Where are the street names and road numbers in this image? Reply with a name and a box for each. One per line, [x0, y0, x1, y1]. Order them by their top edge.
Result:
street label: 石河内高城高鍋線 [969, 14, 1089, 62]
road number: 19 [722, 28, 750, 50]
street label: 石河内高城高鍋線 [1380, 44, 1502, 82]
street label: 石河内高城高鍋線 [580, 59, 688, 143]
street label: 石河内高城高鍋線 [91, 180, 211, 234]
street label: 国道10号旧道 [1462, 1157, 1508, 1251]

---

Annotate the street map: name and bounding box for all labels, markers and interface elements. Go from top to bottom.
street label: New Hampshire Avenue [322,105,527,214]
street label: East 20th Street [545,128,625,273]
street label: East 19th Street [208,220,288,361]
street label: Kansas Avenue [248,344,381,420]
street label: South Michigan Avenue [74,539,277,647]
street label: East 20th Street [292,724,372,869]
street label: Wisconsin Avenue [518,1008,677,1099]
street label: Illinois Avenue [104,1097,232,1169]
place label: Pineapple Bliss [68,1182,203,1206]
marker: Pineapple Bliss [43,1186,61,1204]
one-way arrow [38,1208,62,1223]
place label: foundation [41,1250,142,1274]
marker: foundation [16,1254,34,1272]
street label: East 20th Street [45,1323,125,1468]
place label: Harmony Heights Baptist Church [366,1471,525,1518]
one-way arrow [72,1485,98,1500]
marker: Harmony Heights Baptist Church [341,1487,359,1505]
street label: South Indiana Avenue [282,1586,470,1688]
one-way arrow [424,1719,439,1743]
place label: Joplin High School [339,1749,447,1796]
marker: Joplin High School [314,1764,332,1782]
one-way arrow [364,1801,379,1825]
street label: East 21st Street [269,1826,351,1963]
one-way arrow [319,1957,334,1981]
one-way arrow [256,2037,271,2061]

* * *

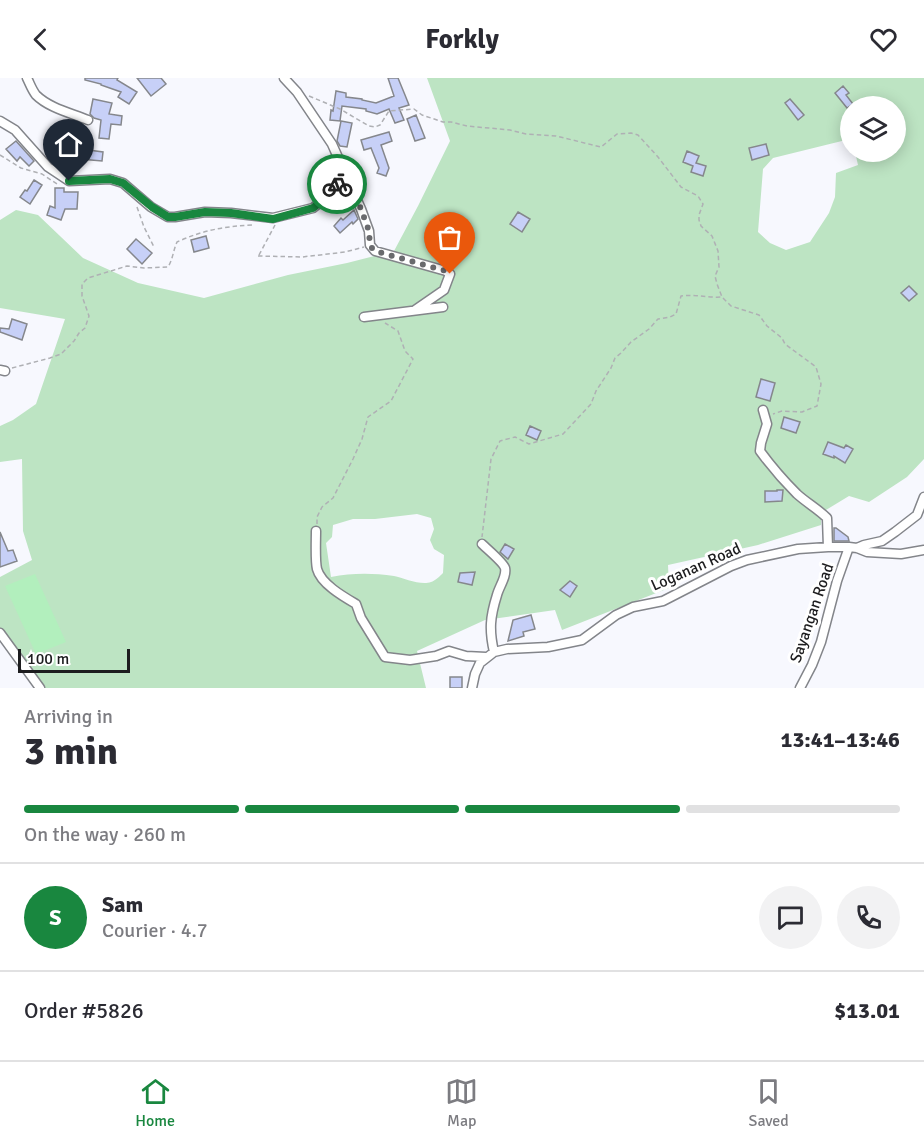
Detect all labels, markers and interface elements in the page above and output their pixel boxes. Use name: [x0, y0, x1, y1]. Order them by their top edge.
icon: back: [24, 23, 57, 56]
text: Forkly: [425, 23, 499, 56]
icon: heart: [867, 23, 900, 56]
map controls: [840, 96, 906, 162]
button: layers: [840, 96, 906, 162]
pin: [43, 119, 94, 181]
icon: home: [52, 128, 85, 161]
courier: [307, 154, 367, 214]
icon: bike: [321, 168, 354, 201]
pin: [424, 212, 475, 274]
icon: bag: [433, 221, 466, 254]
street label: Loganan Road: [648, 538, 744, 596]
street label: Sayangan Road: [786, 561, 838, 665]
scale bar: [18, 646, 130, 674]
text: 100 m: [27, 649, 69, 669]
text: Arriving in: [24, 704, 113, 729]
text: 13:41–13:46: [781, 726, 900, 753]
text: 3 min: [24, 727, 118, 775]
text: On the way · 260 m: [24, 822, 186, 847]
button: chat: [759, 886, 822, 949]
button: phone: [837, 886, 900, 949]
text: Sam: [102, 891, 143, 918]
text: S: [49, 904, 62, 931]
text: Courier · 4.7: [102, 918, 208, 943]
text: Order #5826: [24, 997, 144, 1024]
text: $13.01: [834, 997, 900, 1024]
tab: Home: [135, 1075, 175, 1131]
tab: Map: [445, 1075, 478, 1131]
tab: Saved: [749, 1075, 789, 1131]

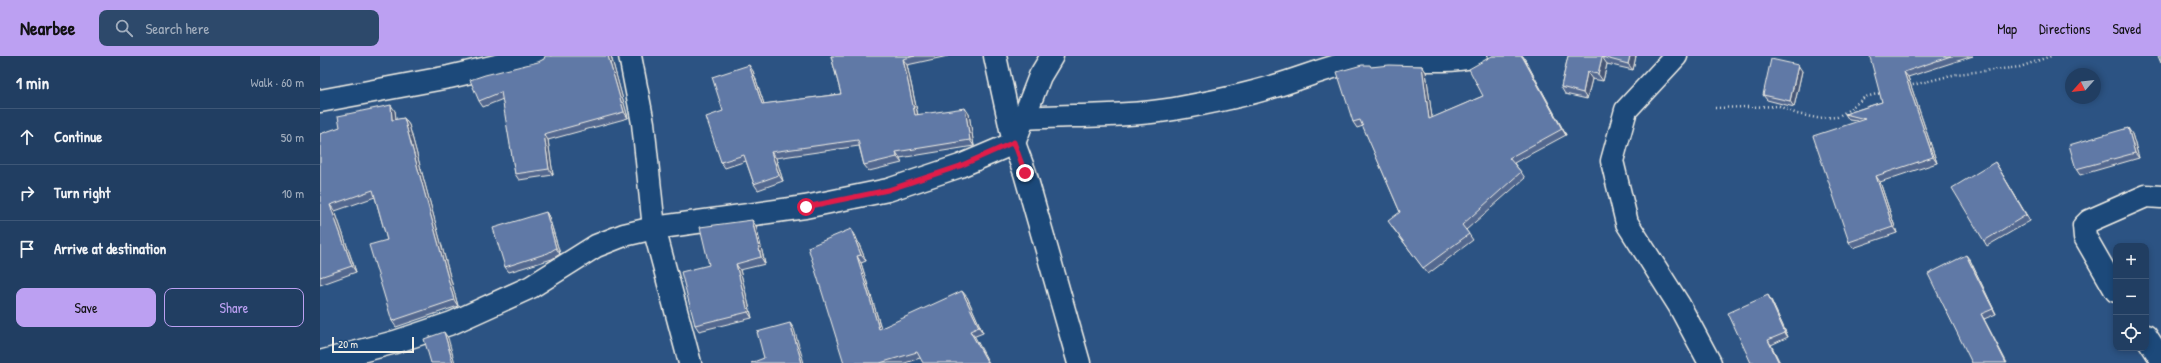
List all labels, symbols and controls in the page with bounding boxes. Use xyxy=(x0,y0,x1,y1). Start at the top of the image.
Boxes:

What you should do | Return all lines in the data that include the word "image".

Exercise output |
Where are the street names and road numbers in this image? Reply with a name and a box for each. One per line, [x0, y0, x1, y1]. Order them by their top edge.
List all labels, symbols and controls in the page with bounding boxes. Use xyxy=(x0,y0,x1,y1). Start at the top of the image.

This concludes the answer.